Isn't that oddly constructed? It's as if Chafets thinks that the charge of dishonest editing is somehow answered by the mere challenge to look at the full tapes. What happened when journalists accepted that challenge? James Poniewozik of Time wrote an article titled "The Twisty, Bent Truth of the NPR-Sting Video." He concludes that Ron Schiller said something objectionable and that the video was misleadingly edited, which aren't mutually exclusive, even if Chafets treats them that way. There is also a comprehensive examination of the NPR video and its flaws by Scott Baker, editor of Glenn Beck's website "The Blaze," which produced a surprisingly solid and lengthy item on the matter. The short version: There are numerous flaws serious enough that if CNN or The New York Times committed them, it would mean scandal and firings.
There are merits to the Chafets profile. He's a talented writer, has a knack for setting a scene, and adeptly captures something about O'Keefe's worldview and personalty. But insofar as the piece tries to give readers an adequate understanding of the ethical issues surrounding O'Keefe's journalism, it fails. There's a moment early on when Chafets describes meeting O'Keefe for the first time:
He arrived at the Chart House restaurant in Weehawken, N.J., right on time, but he seemed slightly surprised he had showed up at all. "You're from The New York Times," he said. "How can I be sure you'll be objective and accurate?"

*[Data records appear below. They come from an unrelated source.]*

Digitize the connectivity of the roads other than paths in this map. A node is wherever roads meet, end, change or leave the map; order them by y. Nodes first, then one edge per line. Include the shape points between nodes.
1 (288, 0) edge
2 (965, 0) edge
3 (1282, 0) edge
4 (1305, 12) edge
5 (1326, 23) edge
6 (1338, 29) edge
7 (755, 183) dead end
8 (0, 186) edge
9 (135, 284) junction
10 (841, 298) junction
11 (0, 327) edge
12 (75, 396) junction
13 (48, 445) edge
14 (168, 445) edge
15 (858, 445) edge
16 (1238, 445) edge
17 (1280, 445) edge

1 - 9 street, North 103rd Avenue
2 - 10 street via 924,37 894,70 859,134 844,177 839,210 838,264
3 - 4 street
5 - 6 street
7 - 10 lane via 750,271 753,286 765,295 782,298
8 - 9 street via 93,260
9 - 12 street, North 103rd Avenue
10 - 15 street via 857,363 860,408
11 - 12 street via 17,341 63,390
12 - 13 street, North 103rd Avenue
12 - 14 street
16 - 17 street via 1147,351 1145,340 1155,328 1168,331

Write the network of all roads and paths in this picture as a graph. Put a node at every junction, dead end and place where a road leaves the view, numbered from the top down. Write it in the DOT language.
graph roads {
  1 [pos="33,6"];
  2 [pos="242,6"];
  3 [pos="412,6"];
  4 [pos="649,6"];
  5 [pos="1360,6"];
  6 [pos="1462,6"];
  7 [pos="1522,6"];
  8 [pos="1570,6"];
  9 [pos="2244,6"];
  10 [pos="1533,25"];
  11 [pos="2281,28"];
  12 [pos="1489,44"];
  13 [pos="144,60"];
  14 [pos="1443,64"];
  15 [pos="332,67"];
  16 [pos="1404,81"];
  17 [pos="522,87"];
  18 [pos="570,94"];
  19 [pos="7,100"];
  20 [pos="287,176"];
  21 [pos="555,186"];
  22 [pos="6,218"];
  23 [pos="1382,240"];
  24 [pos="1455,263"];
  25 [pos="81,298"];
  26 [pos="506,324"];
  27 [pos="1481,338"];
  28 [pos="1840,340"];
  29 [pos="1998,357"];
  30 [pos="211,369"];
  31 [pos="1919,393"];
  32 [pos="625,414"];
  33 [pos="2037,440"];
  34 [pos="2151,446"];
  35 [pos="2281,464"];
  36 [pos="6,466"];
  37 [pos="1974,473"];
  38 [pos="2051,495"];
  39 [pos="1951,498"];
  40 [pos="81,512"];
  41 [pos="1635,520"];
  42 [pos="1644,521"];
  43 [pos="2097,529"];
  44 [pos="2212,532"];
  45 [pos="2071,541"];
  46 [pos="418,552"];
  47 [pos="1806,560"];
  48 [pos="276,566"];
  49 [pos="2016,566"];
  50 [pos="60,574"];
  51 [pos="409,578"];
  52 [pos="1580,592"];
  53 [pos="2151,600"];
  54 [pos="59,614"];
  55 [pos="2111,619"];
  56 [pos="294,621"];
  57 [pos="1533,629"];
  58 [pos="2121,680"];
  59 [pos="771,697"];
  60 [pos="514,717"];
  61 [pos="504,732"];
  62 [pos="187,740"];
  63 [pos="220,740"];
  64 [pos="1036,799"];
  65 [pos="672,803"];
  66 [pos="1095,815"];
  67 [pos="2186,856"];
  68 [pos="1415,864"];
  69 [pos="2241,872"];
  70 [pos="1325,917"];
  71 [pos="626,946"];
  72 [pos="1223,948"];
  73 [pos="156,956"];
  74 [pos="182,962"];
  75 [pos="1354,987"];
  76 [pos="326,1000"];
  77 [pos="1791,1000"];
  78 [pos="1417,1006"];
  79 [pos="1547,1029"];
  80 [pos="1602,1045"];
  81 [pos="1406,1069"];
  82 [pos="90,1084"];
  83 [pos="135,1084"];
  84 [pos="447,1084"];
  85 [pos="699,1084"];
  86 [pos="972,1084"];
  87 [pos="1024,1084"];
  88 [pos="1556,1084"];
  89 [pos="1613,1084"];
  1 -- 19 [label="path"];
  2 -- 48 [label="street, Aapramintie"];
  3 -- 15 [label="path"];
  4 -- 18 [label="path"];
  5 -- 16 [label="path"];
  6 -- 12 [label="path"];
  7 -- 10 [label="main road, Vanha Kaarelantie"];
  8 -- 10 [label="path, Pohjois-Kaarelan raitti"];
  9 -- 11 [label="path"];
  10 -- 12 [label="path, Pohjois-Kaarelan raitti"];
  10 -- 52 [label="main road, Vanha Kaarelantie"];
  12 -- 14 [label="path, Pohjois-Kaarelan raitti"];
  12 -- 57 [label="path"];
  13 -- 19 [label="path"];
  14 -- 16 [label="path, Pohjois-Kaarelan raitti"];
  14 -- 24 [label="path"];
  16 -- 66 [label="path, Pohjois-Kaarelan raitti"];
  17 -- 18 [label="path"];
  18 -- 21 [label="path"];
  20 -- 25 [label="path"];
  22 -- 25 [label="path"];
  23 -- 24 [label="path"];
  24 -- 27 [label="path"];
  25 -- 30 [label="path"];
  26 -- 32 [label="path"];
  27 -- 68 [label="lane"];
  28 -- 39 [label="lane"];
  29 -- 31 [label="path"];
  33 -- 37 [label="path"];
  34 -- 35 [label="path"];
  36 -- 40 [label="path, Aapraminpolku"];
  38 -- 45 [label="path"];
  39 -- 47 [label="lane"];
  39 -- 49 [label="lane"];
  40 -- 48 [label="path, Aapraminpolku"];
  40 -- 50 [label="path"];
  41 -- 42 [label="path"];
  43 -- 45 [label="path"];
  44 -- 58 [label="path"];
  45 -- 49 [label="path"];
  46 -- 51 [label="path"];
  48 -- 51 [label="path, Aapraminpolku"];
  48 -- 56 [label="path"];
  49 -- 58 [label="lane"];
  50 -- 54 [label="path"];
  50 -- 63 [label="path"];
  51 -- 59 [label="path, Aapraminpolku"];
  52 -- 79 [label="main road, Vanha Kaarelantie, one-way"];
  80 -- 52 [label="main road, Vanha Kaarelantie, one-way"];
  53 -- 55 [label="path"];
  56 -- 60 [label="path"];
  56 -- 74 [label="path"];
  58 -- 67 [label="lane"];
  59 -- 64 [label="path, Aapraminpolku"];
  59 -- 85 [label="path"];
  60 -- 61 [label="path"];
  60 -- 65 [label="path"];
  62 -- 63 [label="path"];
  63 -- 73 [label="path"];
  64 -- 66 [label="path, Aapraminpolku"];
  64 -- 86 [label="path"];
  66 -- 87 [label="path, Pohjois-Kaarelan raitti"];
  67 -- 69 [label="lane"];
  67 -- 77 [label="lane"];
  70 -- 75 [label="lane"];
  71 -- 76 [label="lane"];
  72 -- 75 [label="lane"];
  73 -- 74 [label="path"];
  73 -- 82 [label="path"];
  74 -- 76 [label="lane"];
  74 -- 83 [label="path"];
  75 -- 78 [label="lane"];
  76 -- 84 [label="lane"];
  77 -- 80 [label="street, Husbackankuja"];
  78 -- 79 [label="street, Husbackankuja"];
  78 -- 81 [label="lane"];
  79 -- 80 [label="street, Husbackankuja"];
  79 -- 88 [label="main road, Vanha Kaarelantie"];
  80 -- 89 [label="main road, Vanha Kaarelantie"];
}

"The same way I can be sure you're not filming this conversation," I replied.
O'Keefe assured me that he would never do such a thing. I assured him that my article would be a model of journalistic rectitude. I think it is fair to say that neither of us was fully convinced, then or in our subsequent encounters.
It can be hard on a journalist when an honest rendering of his subject would show indefensible lapses in professional ethics and basic human decency, especially if the subject has no good explanation for his behavior. But it's perfectly possible to be fair to O'Keefe, and to give a proper airing of the controversy that surrounds him. Doing so does require, however, that the writer not draw a false equivalence between the journalistic standards of the New York Times and those of James O'Keefe.
I presume, having liked some of his work in the past, that Chafets would never dream of luring an unsuspecting female CNN reporter onto a boat for a seduction sting; that if he reported on someone being complicit in illegal behavior, and later found out that his subject was cooperating with police to stop the criminals, he'd do his utmost to inform the public about the new information and undo the damage to his subject's reputation; that when rendering interviews, he doesn't edit them in a way that makes it seem as though his subject is giving his own opinion, when he is actually relaying the opinion of someone else; and that if he were caught doing any of those things he'd be fired. If only the journalists who write about O'Keefe held him to the standards of basic ethical behavior and journalistic integrity to which they hold themselves.